6 mins read
December 28, 2020
The spread of COVID-19 featured the significance of SDOH data collection making it an important factor to be considered immediately for providers and researchers. Integrating social determinants of health (SDOH) data into the EHR helps healthcare providers and professionals gain insight into COVID-19.
The recent researches on SDOH show that identifying and implementing a patient’s SDOH data into the EHR is very important in finding solutions to particular health issues. Most of the health systems are trying to implement SDOH data into patient health records. But, while implementing they face some issues related to interoperability. So, here is all about integrating social determinants of health data into EHR.
Addressing social determinants requires the integration of this information into the EHR. Otherwise, providers will not be able to use it for clinical decision-making.
It’s now considered common knowledge that providers need to address a patient’s social determinants of health. These factors such as an individual’s financial situation, ability to get healthy food options, and access to reliable transportation can be more important to an individual’s health outcomes than the actual clinical care he receives.
Commonly cited statistics show that clinical care influences just 10 to 20 percent of a patient’s outcomes, while social determinants of health impact the remainder. If a patient cannot adhere to his hypertension care plan if the medication is too expensive for him to buy every month, then outcomes will suffer. Similarly, outcomes will not improve for an obese patient, if she cannot afford healthy food options or get to a grocery store miles away from home.
But providers are often unaware of this information and some have previously felt it was not their responsibility to address it. Only as the evidence has grown have providers felt a push to incorporate these non-traditional risk factors into their clinical decision-making.
Providers can screen for this information in multiple ways: paper questionnaires before a patient sees the clinician, conversations when discussing treatment options, or publicly available data sets that give context to where a patient lives and works. The last option uses data from sources such as the Census or American Community Survey on neighborhood-level demographic information and links this to the patient’s home address under the assumption that it is reflective of the patient’s experiences.
Regardless of the method of collection, this information needs to be incorporated into a patient’s medical record for providers to use it for clinical decision-making. Similar to how a doctor can view a patient’s previous medical diagnosis and use that information to inform future care, doctors need access to a patient’s social determinants of health if they are to consider it when providing treatment options.
However, interoperability, the physical location of this information in the EHR, and a lack of standard codes for this data challenge a provider’s ability to truly understand a patient’s social determinants of health.
To better incorporate this information into the EHR, providers first must determine how to obtain this information and work it into their clinical workflow. Then they need technical assistance to support documentation. But all this will be moot if there is not infrastructure further upstream to support these efforts. Coding standards and guidelines will ensure appropriate referral patterns and reimbursement to make addressing social determinants of health sustainable.

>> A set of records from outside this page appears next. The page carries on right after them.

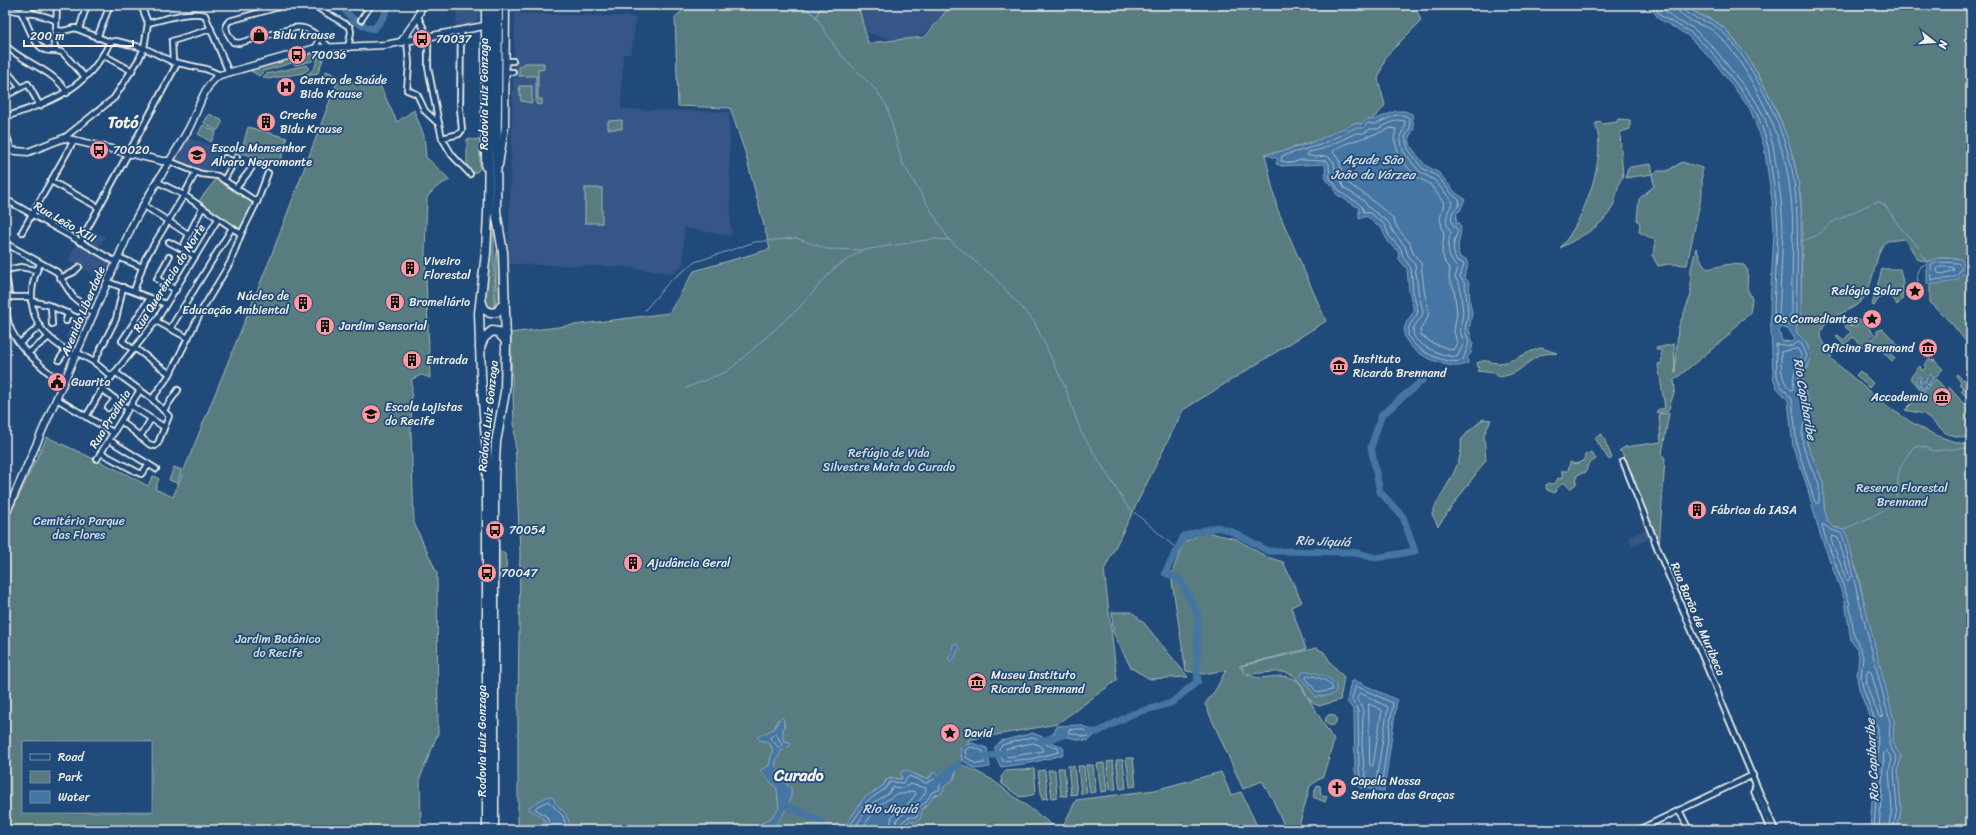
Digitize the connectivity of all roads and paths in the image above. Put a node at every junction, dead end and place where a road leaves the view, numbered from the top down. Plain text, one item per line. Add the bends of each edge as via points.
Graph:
1 (36, 5) edge
2 (57, 5) edge
3 (87, 5) edge
4 (110, 5) edge
5 (141, 5) edge
6 (286, 5) edge
7 (313, 5) edge
8 (371, 5) edge
9 (422, 5) edge
10 (485, 5) edge
11 (491, 5) edge
12 (498, 5) edge
13 (506, 5) edge
14 (5, 8) edge
15 (21, 12) junction
16 (418, 17) junction
17 (361, 20) dead end
18 (56, 21) junction
19 (148, 23) junction
20 (484, 26) junction
21 (79, 29) junction
22 (211, 29) junction
23 (56, 30) junction
24 (461, 31) junction
25 (319, 37) junction
26 (428, 37) junction
27 (97, 38) junction
28 (404, 41) junction
29 (110, 42) junction
30 (5, 45) edge
31 (144, 48) junction
32 (316, 48) junction
33 (329, 48) junction
34 (348, 48) junction
35 (56, 50) junction
36 (103, 55) junction
37 (505, 61) junction
38 (513, 61) dead end
39 (175, 63) junction
40 (5, 69) edge
41 (132, 71) junction
42 (505, 72) junction
43 (513, 72) dead end
44 (229, 73) junction
45 (220, 75) junction
46 (85, 77) junction
47 (20, 87) junction
48 (67, 93) junction
49 (5, 96) edge
50 (40, 106) junction
51 (5, 117) edge
52 (439, 124) junction
53 (5, 131) edge
54 (64, 138) junction
55 (442, 138) junction
56 (74, 140) junction
57 (8, 151) edge
58 (129, 154) junction
59 (237, 157) dead end
60 (225, 158) dead end
61 (169, 161) junction
62 (234, 162) junction
63 (251, 169) dead end
64 (196, 172) junction
65 (268, 173) dead end
66 (470, 174) dead end
67 (496, 176) junction
68 (156, 180) junction
69 (224, 180) junction
70 (51, 181) junction
71 (236, 188) junction
72 (184, 195) junction
73 (5, 199) edge
74 (257, 202) junction
75 (143, 205) junction
76 (98, 207) junction
77 (202, 208) junction
78 (488, 213) junction
79 (32, 215) junction
80 (218, 219) junction
81 (167, 222) junction
82 (232, 228) junction
83 (22, 232) dead end
84 (188, 234) junction
85 (240, 234) junction
86 (80, 242) junction
87 (169, 242) dead end
88 (5, 243) edge
89 (182, 249) junction
90 (195, 256) junction
91 (169, 257) dead end
92 (117, 260) junction
93 (40, 264) junction
94 (79, 267) dead end
95 (142, 267) junction
96 (5, 270) edge
97 (36, 270) junction
98 (5, 276) edge
99 (60, 278) junction
100 (108, 282) junction
101 (123, 287) junction
102 (176, 290) junction
103 (134, 291) junction
104 (480, 295) junction
105 (10, 297) junction
106 (150, 298) junction
107 (505, 298) junction
108 (31, 299) junction
109 (166, 304) junction
110 (51, 306) junction
111 (85, 309) junction
112 (68, 314) junction
113 (94, 314) junction
114 (80, 319) junction
115 (66, 321) dead end
116 (156, 321) junction
117 (52, 324) dead end
118 (40, 326) junction
119 (170, 329) junction
120 (72, 337) dead end
121 (49, 338) junction
122 (188, 338) junction
123 (506, 341) junction
124 (20, 343) junction
125 (480, 347) junction
126 (135, 349) junction
127 (66, 350) junction
128 (28, 353) junction
129 (77, 354) junction
130 (60, 360) dead end
131 (94, 362) junction
132 (115, 372) junction
133 (170, 374) junction
134 (112, 377) junction
135 (63, 385) junction
136 (102, 389) junction
137 (140, 390) junction
138 (178, 390) dead end
139 (57, 399) junction
140 (115, 399) junction
141 (152, 399) junction
142 (129, 407) junction
143 (108, 408) dead end
144 (164, 410) junction
145 (86, 417) junction
146 (151, 419) junction
147 (121, 421) junction
148 (164, 427) junction
149 (114, 433) junction
150 (140, 436) junction
151 (109, 440) junction
152 (100, 453) junction
153 (97, 459) dead end
154 (1623, 461) dead end
155 (149, 465) junction
156 (156, 469) dead end
157 (5, 516) edge
158 (1753, 775) junction
159 (1756, 784) junction
160 (1679, 810) junction
161 (487, 830) edge
162 (494, 830) edge
163 (1638, 830) edge
164 (1689, 830) edge
165 (1770, 830) edge
166 (1775, 830) edge

1 - 15 street
2 - 18 street
3 - 21 street
4 - 27 street
5 - 19 street
6 - 25 street via 227,22 227,32 235,43 299,27 309,29
7 - 34 street via 350,27
8 - 17 street
9 - 16 main road
10 - 20 main road
11 - 78 highway, Rodovia Luiz Gonzaga
12 - 67 highway, Rodovia Luiz Gonzaga
13 - 37 main road
14 - 15 street
15 - 18 street via 50,17
15 - 35 street via 38,45 48,51
16 - 26 street
16 - 28 main road
18 - 23 street
19 - 22 street via 176,16 205,15
19 - 31 street
20 - 24 main road
20 - 78 main road
21 - 23 street
21 - 27 street
22 - 39 street via 172,41
22 - 44 street
23 - 35 street via 53,40
24 - 26 main road
24 - 55 street via 462,132
25 - 32 street
25 - 33 street
26 - 28 main road
26 - 52 street via 428,67
27 - 29 street
28 - 34 main road
28 - 52 street via 409,64 407,90 417,94 425,111
29 - 31 street via 114,40
29 - 36 street
30 - 48 street via 24,60 58,80
31 - 39 street
31 - 41 street
32 - 33 main road
32 - 44 main road
33 - 34 main road
35 - 46 street via 63,53
36 - 41 street
36 - 46 street
37 - 38 street
37 - 42 main road
39 - 45 street via 206,69
39 - 58 street
40 - 47 street
41 - 54 street via 114,98
42 - 43 street
42 - 67 main road via 504,139
44 - 45 main road
45 - 61 main road, Avenida Liberdade via 207,89 188,131
46 - 48 street
47 - 49 street
47 - 50 street via 29,85
48 - 50 street
50 - 51 street
52 - 55 street
53 - 57 street
54 - 56 main road
54 - 57 main road via 37,150
55 - 66 street via 452,155
56 - 58 main road
56 - 70 street
58 - 61 main road
58 - 76 street
59 - 62 street
60 - 62 street
61 - 64 street
61 - 68 main road, Avenida Liberdade
62 - 69 street
63 - 71 street
64 - 69 street via 218,176
64 - 72 street
65 - 74 street
67 - 107 highway, Rodovia Luiz Gonzaga via 496,212 503,252
68 - 72 street
68 - 75 main road, Avenida Liberdade
69 - 71 street
70 - 76 street
70 - 79 street
71 - 74 street
72 - 77 street
72 - 81 street
73 - 79 street, Rua Leão XIII
74 - 85 street
75 - 81 street
75 - 92 main road, Avenida Liberdade
76 - 86 street
77 - 80 street
77 - 84 street
78 - 104 highway, Rodovia Luiz Gonzaga
79 - 83 street
79 - 86 street, Rua Leão XIII
80 - 82 street
80 - 90 street, Rua Querência do Norte
81 - 84 street
81 - 95 street
82 - 85 street
82 - 119 street
84 - 89 street
85 - 122 street via 230,263
86 - 92 street, Rua Leão XIII
87 - 89 street
88 - 93 street
89 - 90 street
90 - 102 street, Rua Querência do Norte
91 - 102 street via 157,279
92 - 95 street, Rua Leão XIII
92 - 100 main road, Avenida Liberdade
93 - 97 street
93 - 99 street via 50,267
94 - 99 street
95 - 103 street
96 - 97 street via 21,267
97 - 108 street
98 - 105 street
99 - 111 street via 72,297
100 - 101 street
100 - 113 main road, Avenida Liberdade
101 - 103 street
101 - 131 street via 116,319
102 - 109 street, Rua Querência do Norte
103 - 106 street
104 - 107 highway via 484,309 490,313 497,312 504,304
104 - 125 highway, Rodovia Luiz Gonzaga
105 - 108 street
105 - 124 street via 7,315 14,337
106 - 109 street
106 - 126 street via 123,338 122,342
107 - 123 highway, Rodovia Luiz Gonzaga
108 - 110 street
108 - 118 street via 34,316
109 - 116 street, Rua Querência do Norte
110 - 112 street
110 - 117 street
111 - 113 street
111 - 114 street
112 - 114 street
112 - 115 street
113 - 129 main road, Avenida Liberdade
114 - 120 street
116 - 119 street
116 - 126 street, Rua Querência do Norte
118 - 121 street
118 - 124 street
119 - 122 street
121 - 127 street
121 - 128 street
122 - 133 street
123 - 125 highway via 498,332 492,331 484,338
123 - 162 highway, Rodovia Luiz Gonzaga via 505,392 496,442 494,479
124 - 128 street
125 - 161 highway, Rodovia Luiz Gonzaga via 487,453
126 - 132 street, Rua Querência do Norte
126 - 133 street
127 - 129 street
127 - 130 street
128 - 135 street
129 - 131 street
129 - 135 main road, Avenida Liberdade
131 - 134 street
132 - 134 street, Rua Querência do Norte
132 - 137 street
133 - 141 street
134 - 136 street, Rua Querência do Norte
135 - 139 main road, Avenida Liberdade
136 - 140 street
136 - 145 street, Rua Querência do Norte
137 - 141 street
137 - 142 street, Rua Pradinia
138 - 144 street
139 - 145 street
139 - 157 main road, Avenida Liberdade
140 - 142 street
140 - 143 street
141 - 144 street
142 - 146 street
142 - 147 street, Rua Pradinia
144 - 148 street via 169,416
145 - 149 street
146 - 148 street
146 - 150 street
147 - 149 street, Rua Pradinia
147 - 150 street
148 - 150 street via 157,445 153,446
149 - 151 street, Rua Pradinia
151 - 152 street, Rua Pradinia
151 - 155 street
152 - 153 street, Rua Pradinia
152 - 155 street via 138,474 142,474
154 - 158 street, Rua Barão de Muribeca
155 - 156 street
158 - 159 street, Rua Barão de Muribeca
158 - 160 street
159 - 165 street, Rua Barão de Muribeca via 1754,791
159 - 166 street, Rua Barão de Muribeca
160 - 163 street
160 - 164 street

For social determinants of health to be incorporated into the EHR and, therefore, clinical decision-making, providers must first capture this information from patients to understand their risks. This requires a large adjustment of clinical workflow.
Providers must first select how they are screening for social determinants of health and which social determinants are addressable.

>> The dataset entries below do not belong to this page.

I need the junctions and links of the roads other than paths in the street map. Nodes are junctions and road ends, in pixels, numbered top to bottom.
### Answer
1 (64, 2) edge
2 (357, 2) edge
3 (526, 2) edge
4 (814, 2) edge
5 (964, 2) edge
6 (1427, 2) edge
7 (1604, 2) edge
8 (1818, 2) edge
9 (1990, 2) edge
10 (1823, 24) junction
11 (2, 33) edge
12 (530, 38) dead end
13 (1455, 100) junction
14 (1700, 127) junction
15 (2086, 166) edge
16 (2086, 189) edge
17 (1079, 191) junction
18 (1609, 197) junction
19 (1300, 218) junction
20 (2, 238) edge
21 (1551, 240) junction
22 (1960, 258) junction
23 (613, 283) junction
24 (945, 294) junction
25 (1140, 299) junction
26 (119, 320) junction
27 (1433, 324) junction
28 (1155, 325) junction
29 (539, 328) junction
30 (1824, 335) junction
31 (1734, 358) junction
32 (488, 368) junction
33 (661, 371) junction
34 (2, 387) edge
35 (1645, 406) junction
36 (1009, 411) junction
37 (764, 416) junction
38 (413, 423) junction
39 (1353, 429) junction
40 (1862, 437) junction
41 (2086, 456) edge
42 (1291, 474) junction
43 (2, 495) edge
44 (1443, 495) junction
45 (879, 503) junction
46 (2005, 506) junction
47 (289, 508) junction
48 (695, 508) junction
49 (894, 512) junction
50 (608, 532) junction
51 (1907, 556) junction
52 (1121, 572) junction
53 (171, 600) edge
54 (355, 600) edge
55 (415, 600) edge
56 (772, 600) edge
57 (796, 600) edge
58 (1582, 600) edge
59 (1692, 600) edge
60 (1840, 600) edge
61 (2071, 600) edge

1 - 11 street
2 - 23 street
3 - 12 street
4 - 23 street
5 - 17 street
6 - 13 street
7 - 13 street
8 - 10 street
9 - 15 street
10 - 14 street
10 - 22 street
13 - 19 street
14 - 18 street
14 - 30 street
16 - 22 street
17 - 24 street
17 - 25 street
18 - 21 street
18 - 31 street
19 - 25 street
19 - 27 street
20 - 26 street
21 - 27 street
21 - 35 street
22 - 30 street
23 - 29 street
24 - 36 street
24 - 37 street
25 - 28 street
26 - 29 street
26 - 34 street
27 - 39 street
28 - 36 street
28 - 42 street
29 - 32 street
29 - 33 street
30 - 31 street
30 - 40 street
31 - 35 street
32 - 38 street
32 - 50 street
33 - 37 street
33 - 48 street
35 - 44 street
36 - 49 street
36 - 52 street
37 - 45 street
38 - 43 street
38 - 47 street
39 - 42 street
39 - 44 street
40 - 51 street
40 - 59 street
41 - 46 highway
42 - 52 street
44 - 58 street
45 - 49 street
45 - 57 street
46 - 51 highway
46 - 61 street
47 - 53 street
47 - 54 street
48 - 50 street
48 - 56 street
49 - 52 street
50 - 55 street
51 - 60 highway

There is a fine balance between alerting providers to important information and not inundating them with too much information. Figuring out what this looks like for each clinic or hospital requires collaboration between IT and providers to understand what will be most useful in the clinical workflow.
There is no standard location in the EHR to document social determinants of health. But having a location to document these factors is critical. Providers should have one standard location to understand a patient’s social needs as they have one standard location to look at a patient’s blood pressure.

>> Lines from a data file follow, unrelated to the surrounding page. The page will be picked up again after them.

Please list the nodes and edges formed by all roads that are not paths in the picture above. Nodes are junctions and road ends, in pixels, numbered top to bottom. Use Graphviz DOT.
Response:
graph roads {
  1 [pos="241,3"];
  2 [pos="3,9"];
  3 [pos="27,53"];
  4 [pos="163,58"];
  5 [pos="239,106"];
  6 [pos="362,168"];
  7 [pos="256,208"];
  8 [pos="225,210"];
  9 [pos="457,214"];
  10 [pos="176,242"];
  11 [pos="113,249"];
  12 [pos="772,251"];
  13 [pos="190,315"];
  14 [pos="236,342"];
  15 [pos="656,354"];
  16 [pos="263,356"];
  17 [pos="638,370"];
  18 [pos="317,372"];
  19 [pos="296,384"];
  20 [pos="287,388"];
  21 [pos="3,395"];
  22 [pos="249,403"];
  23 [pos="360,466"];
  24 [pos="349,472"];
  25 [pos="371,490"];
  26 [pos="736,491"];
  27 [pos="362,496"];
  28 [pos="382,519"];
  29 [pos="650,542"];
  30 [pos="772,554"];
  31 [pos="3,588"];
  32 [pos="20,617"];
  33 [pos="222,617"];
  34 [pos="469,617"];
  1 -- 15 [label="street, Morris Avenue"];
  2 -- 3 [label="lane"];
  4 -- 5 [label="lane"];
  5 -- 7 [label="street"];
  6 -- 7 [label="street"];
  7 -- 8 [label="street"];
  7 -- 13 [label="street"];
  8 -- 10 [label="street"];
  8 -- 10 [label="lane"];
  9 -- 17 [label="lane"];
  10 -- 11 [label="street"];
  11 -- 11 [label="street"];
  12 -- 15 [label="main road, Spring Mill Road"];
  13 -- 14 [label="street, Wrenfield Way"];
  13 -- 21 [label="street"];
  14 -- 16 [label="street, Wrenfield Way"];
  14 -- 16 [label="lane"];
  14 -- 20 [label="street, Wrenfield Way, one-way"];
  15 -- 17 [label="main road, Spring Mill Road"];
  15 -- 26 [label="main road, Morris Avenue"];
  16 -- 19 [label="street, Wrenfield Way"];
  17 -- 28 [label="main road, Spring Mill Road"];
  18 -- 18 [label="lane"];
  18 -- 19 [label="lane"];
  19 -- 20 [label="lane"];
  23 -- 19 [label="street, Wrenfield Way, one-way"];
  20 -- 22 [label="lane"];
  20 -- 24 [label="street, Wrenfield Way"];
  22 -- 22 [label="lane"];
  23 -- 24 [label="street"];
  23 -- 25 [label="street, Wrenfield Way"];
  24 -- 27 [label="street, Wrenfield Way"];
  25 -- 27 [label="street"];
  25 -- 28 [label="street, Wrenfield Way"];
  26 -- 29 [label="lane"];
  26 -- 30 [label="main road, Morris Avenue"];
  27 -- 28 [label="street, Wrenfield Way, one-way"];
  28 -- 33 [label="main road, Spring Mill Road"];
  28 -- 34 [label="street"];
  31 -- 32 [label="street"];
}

Without this, providers need to either search through the medical record, losing valuable time with patients or repeatedly ask patients screening questions. Otherwise, this information cannot be considered in clinical decision-making.
Building this into an existing EHR infrastructure can be a challenge for many organizations. Those with a rigorous IT department can leverage their internal staff while others might find it beneficial to partner externally with their EHR vendor to build in the capabilities directly.
So, working closely with the internal or external IT team is critical. Not only will this help set up the infrastructure to document the data, but it will help with external referrals as well.
While organizations can build a workflow and infrastructure that incorporates patients’ social determinants of health internally, upstream factors in the larger healthcare system must be in place for social determinants of health to be sustainably addressed.
One of the biggest factors the industry needs to address is clinical coding. Currently, there are over 1,000 codes to document screening, assessment, diagnosis, treatment, and intervention of social health-related clinical activities. But there is a gap in medical vocabulary and these codes do not encompass every social determinant of health a patient might have.
Standard reimbursement would promote better screening practices and coding, making addressing social determinants of health more sustainable. Right now, providers are on their own. Each clinic, hospital, or health system is doing things uniquely. But finding a place for social determinants of health information in the EHR using codes and standards could help providers address some of the most pressing issues for their patients.
In today’s healthcare system, the social determinants of health data profoundly impact health. So the providers should focus more on the social factors that might increase their patient’s health risks.
Empowering healthcare providers to handily screen for social determinants of health and utilize that data for the purpose of care will make tending to a patient’s food uncertainty as smoothed out as tending to a patient’s diabetes. This will place the same importance on the patient’s social determinants of health as their traditional clinical care.